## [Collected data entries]
:::

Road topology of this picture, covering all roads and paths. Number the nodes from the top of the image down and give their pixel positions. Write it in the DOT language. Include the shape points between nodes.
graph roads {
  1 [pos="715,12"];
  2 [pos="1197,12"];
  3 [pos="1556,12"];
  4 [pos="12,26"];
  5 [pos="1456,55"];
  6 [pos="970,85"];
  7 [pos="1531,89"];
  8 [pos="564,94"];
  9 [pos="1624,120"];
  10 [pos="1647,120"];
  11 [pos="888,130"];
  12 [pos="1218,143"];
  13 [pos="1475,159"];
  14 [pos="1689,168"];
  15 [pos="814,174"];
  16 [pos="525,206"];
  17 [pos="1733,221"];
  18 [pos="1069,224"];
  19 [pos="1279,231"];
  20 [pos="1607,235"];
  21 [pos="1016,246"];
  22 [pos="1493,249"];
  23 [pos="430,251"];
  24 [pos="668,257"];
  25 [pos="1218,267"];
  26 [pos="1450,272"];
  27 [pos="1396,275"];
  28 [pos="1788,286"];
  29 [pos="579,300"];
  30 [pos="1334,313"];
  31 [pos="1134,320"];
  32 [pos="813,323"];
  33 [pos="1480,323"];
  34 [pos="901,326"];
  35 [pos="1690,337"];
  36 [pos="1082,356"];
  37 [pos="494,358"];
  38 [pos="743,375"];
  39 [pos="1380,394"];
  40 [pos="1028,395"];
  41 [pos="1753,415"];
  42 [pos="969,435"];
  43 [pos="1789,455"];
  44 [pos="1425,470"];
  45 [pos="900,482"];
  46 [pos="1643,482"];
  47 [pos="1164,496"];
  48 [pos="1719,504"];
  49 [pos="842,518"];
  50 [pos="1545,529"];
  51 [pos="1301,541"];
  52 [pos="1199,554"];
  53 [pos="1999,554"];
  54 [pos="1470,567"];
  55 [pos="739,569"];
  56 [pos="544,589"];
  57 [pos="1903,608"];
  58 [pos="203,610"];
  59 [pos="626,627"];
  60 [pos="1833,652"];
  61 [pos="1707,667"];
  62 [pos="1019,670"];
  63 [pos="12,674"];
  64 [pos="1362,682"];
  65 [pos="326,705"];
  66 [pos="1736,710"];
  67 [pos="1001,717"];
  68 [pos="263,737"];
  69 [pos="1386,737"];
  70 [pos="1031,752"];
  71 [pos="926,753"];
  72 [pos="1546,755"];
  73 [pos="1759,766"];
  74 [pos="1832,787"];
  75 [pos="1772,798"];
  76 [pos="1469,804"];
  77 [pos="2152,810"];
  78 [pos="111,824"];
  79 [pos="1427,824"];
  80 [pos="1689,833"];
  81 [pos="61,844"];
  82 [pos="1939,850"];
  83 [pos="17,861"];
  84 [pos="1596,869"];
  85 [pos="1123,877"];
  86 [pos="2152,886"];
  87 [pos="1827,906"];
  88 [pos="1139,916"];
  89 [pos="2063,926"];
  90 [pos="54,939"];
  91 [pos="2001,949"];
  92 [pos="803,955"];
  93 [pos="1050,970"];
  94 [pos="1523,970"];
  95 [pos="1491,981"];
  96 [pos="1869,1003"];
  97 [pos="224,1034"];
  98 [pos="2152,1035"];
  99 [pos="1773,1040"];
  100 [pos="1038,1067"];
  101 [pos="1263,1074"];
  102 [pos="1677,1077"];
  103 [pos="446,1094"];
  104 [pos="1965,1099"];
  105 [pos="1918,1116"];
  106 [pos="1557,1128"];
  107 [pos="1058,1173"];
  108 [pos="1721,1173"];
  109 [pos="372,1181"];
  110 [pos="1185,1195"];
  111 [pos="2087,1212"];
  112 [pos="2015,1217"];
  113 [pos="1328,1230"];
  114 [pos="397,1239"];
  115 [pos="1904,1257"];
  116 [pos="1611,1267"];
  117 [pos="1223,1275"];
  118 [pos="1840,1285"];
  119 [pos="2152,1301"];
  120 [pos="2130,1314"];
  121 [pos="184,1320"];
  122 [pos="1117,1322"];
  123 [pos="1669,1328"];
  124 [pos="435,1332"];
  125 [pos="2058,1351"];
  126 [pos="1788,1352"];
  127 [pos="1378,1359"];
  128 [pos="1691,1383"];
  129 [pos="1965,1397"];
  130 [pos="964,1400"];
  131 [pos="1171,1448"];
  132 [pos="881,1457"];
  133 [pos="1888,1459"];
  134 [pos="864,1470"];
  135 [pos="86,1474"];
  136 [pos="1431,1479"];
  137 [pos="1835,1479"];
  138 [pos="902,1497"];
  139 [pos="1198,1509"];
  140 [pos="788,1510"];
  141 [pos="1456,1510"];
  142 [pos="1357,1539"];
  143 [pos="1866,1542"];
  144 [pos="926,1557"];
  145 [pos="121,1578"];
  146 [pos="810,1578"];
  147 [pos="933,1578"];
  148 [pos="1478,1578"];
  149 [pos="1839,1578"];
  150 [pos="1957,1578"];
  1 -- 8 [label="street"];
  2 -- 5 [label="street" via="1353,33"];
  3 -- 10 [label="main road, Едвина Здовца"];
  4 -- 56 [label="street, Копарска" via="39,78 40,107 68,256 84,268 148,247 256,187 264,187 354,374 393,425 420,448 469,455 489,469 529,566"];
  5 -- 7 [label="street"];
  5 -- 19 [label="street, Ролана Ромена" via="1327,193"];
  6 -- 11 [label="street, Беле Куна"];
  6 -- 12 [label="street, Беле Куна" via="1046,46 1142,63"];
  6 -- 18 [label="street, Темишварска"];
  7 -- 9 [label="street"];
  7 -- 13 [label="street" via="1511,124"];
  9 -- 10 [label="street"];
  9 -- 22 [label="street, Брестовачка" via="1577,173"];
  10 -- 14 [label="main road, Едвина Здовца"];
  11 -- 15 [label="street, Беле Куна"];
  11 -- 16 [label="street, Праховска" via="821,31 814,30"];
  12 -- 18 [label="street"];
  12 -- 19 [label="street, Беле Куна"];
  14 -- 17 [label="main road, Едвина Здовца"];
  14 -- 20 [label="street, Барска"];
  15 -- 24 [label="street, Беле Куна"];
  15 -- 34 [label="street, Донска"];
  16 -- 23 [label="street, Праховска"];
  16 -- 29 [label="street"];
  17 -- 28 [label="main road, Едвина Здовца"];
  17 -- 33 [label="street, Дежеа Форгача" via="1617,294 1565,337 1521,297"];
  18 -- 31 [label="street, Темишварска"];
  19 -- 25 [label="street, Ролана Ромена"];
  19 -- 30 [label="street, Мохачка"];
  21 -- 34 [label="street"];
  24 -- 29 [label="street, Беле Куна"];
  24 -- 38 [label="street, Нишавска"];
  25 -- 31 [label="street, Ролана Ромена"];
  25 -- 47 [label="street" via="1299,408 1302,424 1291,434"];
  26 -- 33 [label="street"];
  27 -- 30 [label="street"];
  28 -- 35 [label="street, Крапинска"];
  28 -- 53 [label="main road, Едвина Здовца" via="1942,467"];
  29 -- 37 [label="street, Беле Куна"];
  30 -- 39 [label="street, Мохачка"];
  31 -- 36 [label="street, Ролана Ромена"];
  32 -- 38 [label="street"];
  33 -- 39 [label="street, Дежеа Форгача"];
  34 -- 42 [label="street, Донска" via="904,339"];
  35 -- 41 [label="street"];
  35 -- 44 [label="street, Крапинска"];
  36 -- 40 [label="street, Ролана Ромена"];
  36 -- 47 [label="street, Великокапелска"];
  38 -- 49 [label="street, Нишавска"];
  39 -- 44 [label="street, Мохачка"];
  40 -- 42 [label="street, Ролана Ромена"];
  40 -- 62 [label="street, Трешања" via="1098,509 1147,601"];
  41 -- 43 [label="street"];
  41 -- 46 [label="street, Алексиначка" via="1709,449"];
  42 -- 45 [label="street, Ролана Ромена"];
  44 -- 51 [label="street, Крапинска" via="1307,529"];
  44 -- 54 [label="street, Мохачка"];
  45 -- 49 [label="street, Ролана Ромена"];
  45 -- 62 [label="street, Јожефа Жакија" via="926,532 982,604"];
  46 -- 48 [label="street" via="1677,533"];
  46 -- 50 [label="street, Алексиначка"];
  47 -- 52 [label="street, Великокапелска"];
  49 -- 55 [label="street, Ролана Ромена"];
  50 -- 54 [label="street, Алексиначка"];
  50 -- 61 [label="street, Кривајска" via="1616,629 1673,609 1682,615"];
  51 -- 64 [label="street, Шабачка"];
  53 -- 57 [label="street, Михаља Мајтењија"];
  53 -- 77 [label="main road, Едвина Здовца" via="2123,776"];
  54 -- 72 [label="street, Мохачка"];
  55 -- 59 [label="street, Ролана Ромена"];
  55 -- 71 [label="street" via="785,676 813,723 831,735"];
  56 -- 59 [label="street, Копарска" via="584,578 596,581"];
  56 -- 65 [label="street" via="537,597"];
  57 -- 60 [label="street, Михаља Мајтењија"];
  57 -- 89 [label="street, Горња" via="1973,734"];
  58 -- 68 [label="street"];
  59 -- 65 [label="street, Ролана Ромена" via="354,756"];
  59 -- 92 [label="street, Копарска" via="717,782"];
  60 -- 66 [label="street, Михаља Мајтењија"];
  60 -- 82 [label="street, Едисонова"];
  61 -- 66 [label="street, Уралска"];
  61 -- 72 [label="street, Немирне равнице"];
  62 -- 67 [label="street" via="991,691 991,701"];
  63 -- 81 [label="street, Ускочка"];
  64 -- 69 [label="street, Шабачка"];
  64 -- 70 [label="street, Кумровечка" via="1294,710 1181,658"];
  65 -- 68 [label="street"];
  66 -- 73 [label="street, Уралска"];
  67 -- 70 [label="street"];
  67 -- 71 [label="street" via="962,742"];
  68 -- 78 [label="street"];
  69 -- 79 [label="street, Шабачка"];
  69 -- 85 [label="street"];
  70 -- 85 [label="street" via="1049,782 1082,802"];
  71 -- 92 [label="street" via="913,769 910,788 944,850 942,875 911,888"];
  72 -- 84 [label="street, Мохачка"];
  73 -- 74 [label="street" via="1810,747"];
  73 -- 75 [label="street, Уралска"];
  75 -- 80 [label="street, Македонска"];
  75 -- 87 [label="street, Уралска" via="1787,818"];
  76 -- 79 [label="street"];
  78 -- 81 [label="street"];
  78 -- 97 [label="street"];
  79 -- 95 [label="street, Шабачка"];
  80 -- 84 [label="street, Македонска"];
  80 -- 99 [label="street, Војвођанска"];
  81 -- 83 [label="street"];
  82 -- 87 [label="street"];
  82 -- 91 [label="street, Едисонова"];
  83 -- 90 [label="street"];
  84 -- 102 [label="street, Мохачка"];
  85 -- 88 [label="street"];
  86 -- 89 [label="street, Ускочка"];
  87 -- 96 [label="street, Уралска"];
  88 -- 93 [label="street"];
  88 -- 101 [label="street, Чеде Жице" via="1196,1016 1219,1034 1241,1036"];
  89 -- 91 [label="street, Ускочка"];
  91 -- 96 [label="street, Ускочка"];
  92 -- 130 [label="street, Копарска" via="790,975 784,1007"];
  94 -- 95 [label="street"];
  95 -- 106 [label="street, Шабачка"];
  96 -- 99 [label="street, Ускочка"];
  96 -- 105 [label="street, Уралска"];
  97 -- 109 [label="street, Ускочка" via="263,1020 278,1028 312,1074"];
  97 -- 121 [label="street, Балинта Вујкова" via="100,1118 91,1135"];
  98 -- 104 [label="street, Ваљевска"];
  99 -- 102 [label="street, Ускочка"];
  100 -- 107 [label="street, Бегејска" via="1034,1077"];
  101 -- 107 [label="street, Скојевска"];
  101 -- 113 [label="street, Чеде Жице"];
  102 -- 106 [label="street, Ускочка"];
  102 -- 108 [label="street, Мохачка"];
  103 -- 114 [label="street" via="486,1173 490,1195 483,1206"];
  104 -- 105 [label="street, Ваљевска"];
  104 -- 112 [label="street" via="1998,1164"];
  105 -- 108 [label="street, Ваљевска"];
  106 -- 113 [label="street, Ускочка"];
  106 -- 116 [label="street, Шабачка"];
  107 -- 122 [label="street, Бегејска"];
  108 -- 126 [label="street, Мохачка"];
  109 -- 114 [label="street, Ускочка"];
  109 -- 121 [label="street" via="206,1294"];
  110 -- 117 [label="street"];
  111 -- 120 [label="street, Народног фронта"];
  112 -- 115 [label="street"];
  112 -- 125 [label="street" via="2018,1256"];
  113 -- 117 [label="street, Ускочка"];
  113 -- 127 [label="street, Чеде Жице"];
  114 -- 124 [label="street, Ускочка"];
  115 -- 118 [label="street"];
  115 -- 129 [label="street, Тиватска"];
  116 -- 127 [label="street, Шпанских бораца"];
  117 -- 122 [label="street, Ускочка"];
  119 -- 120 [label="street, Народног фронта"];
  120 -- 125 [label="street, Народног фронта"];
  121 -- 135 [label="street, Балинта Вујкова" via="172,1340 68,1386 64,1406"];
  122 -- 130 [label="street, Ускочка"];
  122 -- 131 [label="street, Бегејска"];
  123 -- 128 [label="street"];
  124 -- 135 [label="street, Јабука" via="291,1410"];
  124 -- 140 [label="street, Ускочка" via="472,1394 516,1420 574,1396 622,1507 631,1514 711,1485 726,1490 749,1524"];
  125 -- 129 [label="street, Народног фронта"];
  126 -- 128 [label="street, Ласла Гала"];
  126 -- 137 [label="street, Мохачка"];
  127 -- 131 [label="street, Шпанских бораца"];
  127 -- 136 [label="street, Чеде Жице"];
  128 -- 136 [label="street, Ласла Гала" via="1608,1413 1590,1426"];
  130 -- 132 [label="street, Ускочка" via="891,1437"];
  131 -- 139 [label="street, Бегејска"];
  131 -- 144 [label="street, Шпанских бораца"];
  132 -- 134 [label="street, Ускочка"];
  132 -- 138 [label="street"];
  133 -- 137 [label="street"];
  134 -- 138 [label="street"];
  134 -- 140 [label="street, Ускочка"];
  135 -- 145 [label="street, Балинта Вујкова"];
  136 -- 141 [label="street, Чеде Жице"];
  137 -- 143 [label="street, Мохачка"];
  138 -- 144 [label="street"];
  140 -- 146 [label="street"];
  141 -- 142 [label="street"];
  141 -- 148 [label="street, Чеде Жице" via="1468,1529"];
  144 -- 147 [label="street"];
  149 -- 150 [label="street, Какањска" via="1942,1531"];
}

:::

## [Work order]
Your reply should be only the number of lines in the records above that include "Дежеа".

## [Answer to the exercise]
2